It took about 4 hours in total, just to get it to this stage and I used hand tools (mallet,Chisels,saw etc). You could machine it much much quicker if you have access to the equipment. As for the padding, I spent enough time punching bags and pads, not sure it's going to make alot of difference striking bark




mook jong man said:


> Looks alright that one John , pretty rugged looking unit . I wouldn't just be working empty hands I'd work my stick and knife stuff on it as well .
> 
> I don't think you'd be worried about marking up your dummy like if it was one of them 600 dollar jobs .
> 
> You don't want to cut your dummy up to much or damage your sticks so probably best to use one of your old sticks and a aluminium training knife.


 
Thanks, MJM. The place it's located doesn't really have enough room for stick work, but I was intending to do some close range knife stuff, yes. It's a strudy bit of kit for sure, and a hellava lot cheaper than a manufactured one. 
I've drilled some techs on it today and it's held up real good. Just enough movement and spring without compromising resistance. 

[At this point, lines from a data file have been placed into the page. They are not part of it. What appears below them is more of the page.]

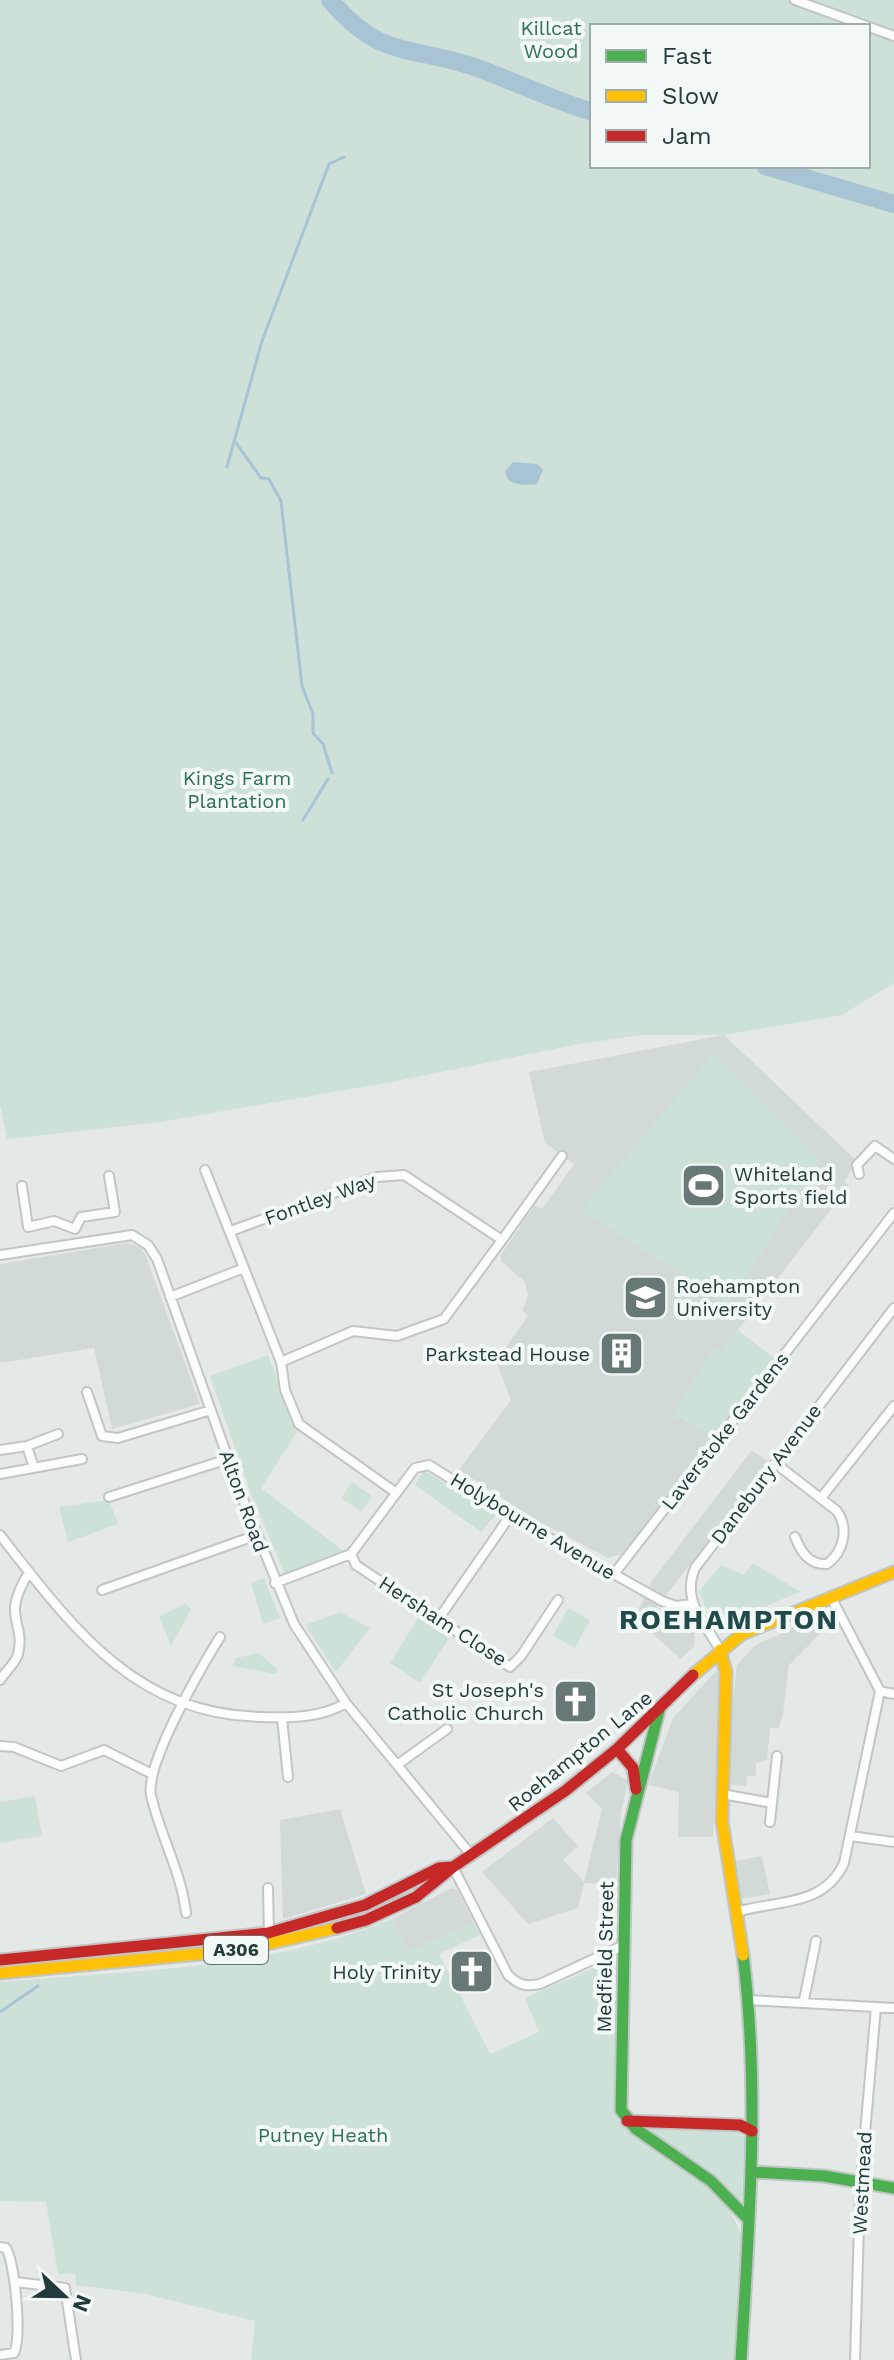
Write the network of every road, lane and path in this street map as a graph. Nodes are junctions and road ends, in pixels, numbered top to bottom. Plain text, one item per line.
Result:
1 (795, 0) edge
2 (861, 24) edge
3 (870, 27) edge
4 (894, 36) edge
5 (562, 1156) dead end
6 (894, 1159) edge
7 (205, 1170) dead end
8 (859, 1174) dead end
9 (109, 1176) dead end
10 (22, 1186) dead end
11 (894, 1213) edge
12 (75, 1229) junction
13 (231, 1231) junction
14 (502, 1240) junction
15 (77, 1243) junction
16 (0, 1255) edge
17 (244, 1268) junction
18 (170, 1297) junction
19 (894, 1308) edge
20 (281, 1362) junction
21 (87, 1392) dead end
22 (894, 1406) edge
23 (211, 1410) junction
24 (58, 1434) dead end
25 (27, 1446) junction
26 (0, 1450) edge
27 (82, 1459) dead end
28 (228, 1459) junction
29 (775, 1463) junction
30 (34, 1468) junction
31 (0, 1474) edge
32 (395, 1492) junction
33 (109, 1497) dead end
34 (821, 1498) junction
35 (510, 1516) junction
36 (0, 1535) edge
37 (257, 1535) junction
38 (795, 1537) dead end
39 (351, 1554) junction
40 (29, 1572) junction
41 (894, 1572) edge
42 (614, 1574) junction
43 (275, 1583) junction
44 (102, 1590) dead end
45 (5, 1596) dead end
46 (831, 1597) junction
47 (558, 1600) dead end
48 (691, 1604) junction
49 (2, 1614) dead end
50 (437, 1621) junction
51 (220, 1637) dead end
52 (720, 1650) junction
53 (0, 1680) edge
54 (880, 1691) junction
55 (894, 1694) edge
56 (346, 1703) junction
57 (183, 1705) junction
58 (659, 1711) junction
59 (282, 1718) junction
60 (447, 1729) dead end
61 (0, 1746) edge
62 (617, 1749) junction
63 (777, 1756) dead end
64 (397, 1765) junction
65 (152, 1774) junction
66 (288, 1777) dead end
67 (636, 1793) junction
68 (722, 1794) junction
69 (772, 1803) junction
70 (770, 1822) dead end
71 (850, 1836) junction
72 (894, 1842) edge
73 (473, 1856) junction
74 (453, 1867) junction
75 (268, 1888) dead end
76 (736, 1912) junction
77 (186, 1913) dead end
78 (269, 1939) junction
79 (816, 1941) dead end
80 (622, 1946) junction
81 (0, 1960) edge
82 (0, 1973) edge
83 (748, 2000) junction
84 (804, 2000) junction
85 (876, 2007) junction
86 (894, 2008) edge
87 (627, 2121) junction
88 (752, 2131) junction
89 (752, 2172) junction
90 (862, 2181) junction
91 (894, 2188) edge
92 (747, 2218) junction
93 (0, 2247) edge
94 (16, 2282) junction
95 (0, 2355) edge
96 (76, 2360) edge
97 (741, 2360) edge
98 (855, 2360) edge

1 - 2 street
3 - 4 street
5 - 14 street
6 - 8 street
7 - 13 street
9 - 12 street
10 - 12 street
11 - 42 street, Laverstoke Gardens
12 - 15 street
13 - 14 street, Fontley Way
13 - 17 street
14 - 20 street
15 - 16 street, Alton Road
15 - 18 street, Alton Road
17 - 18 street
17 - 20 street
18 - 23 street, Alton Road
19 - 29 street, Danebury Avenue
20 - 32 street
21 - 23 street
22 - 34 street
23 - 28 street, Alton Road
24 - 25 street
25 - 26 street
25 - 30 street
27 - 30 street
28 - 33 street
28 - 37 street, Alton Road
29 - 34 street
29 - 48 street, Danebury Avenue
30 - 31 street
32 - 35 street, Holybourne Avenue
32 - 39 street, Holybourne Avenue
34 - 38 street
35 - 42 street, Holybourne Avenue
35 - 50 street
36 - 40 street
37 - 43 street, Alton Road
37 - 44 street
39 - 43 street
39 - 50 street, Hersham Close
40 - 45 street
40 - 57 street
41 - 46 main road, Roehampton Lane / A306
42 - 48 street, Holybourne Avenue
43 - 56 street, Alton Road
46 - 52 main road, Roehampton Lane / A306
46 - 54 street
47 - 50 street, Hersham Close
48 - 52 street
49 - 53 street
51 - 57 street
52 - 58 main road, Roehampton Lane / A306
52 - 68 main road
54 - 55 street
54 - 71 street
56 - 59 street
56 - 64 street, Alton Road
57 - 59 street
57 - 65 street
58 - 62 main road, Roehampton Lane / A306
58 - 67 main road, Medfield Street
59 - 66 street
60 - 64 street
61 - 65 street
62 - 67 main road
62 - 73 main road, Roehampton Lane / A306
63 - 69 street
64 - 73 street, Alton Road
65 - 77 street
67 - 80 main road, Medfield Street
68 - 69 street
68 - 76 main road
69 - 70 street
71 - 72 street
71 - 76 street
73 - 74 main road, Roehampton Lane / A306
74 - 78 main road, Roehampton Lane / A306
74 - 80 street
75 - 78 street
76 - 83 main road
78 - 81 main road, Roehampton Lane / A306
78 - 82 main road, Roehampton Lane / A306
79 - 84 street
80 - 87 main road, Medfield Street
83 - 84 street
83 - 88 main road
84 - 85 street
85 - 86 street
85 - 90 street, Westmead
87 - 88 main road
87 - 92 main road
88 - 89 main road
89 - 90 main road
89 - 92 main road
90 - 91 main road
90 - 98 street, Westmead
92 - 97 main road
93 - 94 street
94 - 95 street
94 - 96 street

Thank you all for looking and your comments/advice. really appreciate your input.

Kind regards to you all
John


----------



## suicide

i had one made after i see one for sale at 300 $ :shooter:


----------



## jks9199

suicide said:


> i had one made after i see one for sale at 300 $ :shooter:


Where'd you have it made or did you do it yourself?  Are you satisfied with it?


----------



## bigbadade

It has a certain Rustic appeal, but nothing feels better than one you make yourself!!


----------



## chisauking

What I'm saying is aimed at wing chun practitioners & doesn't apply to other styles.

When you are considering a jong, it's important to remember the following:

1) It's a lifetime's investment, so paying between 500 to 600 hundred pounds for your jong is not a great deal of money if you see it in this context. If you look after it, it will still be worth a large % of your purchase price when it comes to selling.

2) It's important that you get all the dimension & angles of your jong & its arms & leg right to develop the correct angles & positions in relationship to oneself. One will find your 4 wing chun seeds -- tan, bong, fook, wu -- won't flow from one to the another if the angles are wrong, and therefore you won't be training your transitional techniques properly.

3) The arms of the dummy must be smooth, otherwise one would rip their own arms to peices, and would also discourage the practitioner from sticking to the jong.

4) The main purpose of the jong is not to toughen your arms & legs -- altough sometimes it's a by-product of your training in the long run.

5) If you set your jong up properly on 2 horizontal bars, it would give you invaluable 'feedback' when you train on it. It's a type of energy which you can 'play' with to help you gauge your own correct use of power on the jong. It can even tell you whether you are hitting the jong correctly or not.

6) Set the height of the jong lower than your own yee-jee-kiim-yeung-ma height in order to develop your sitting power by forcing yourself into the ma-bo at all times.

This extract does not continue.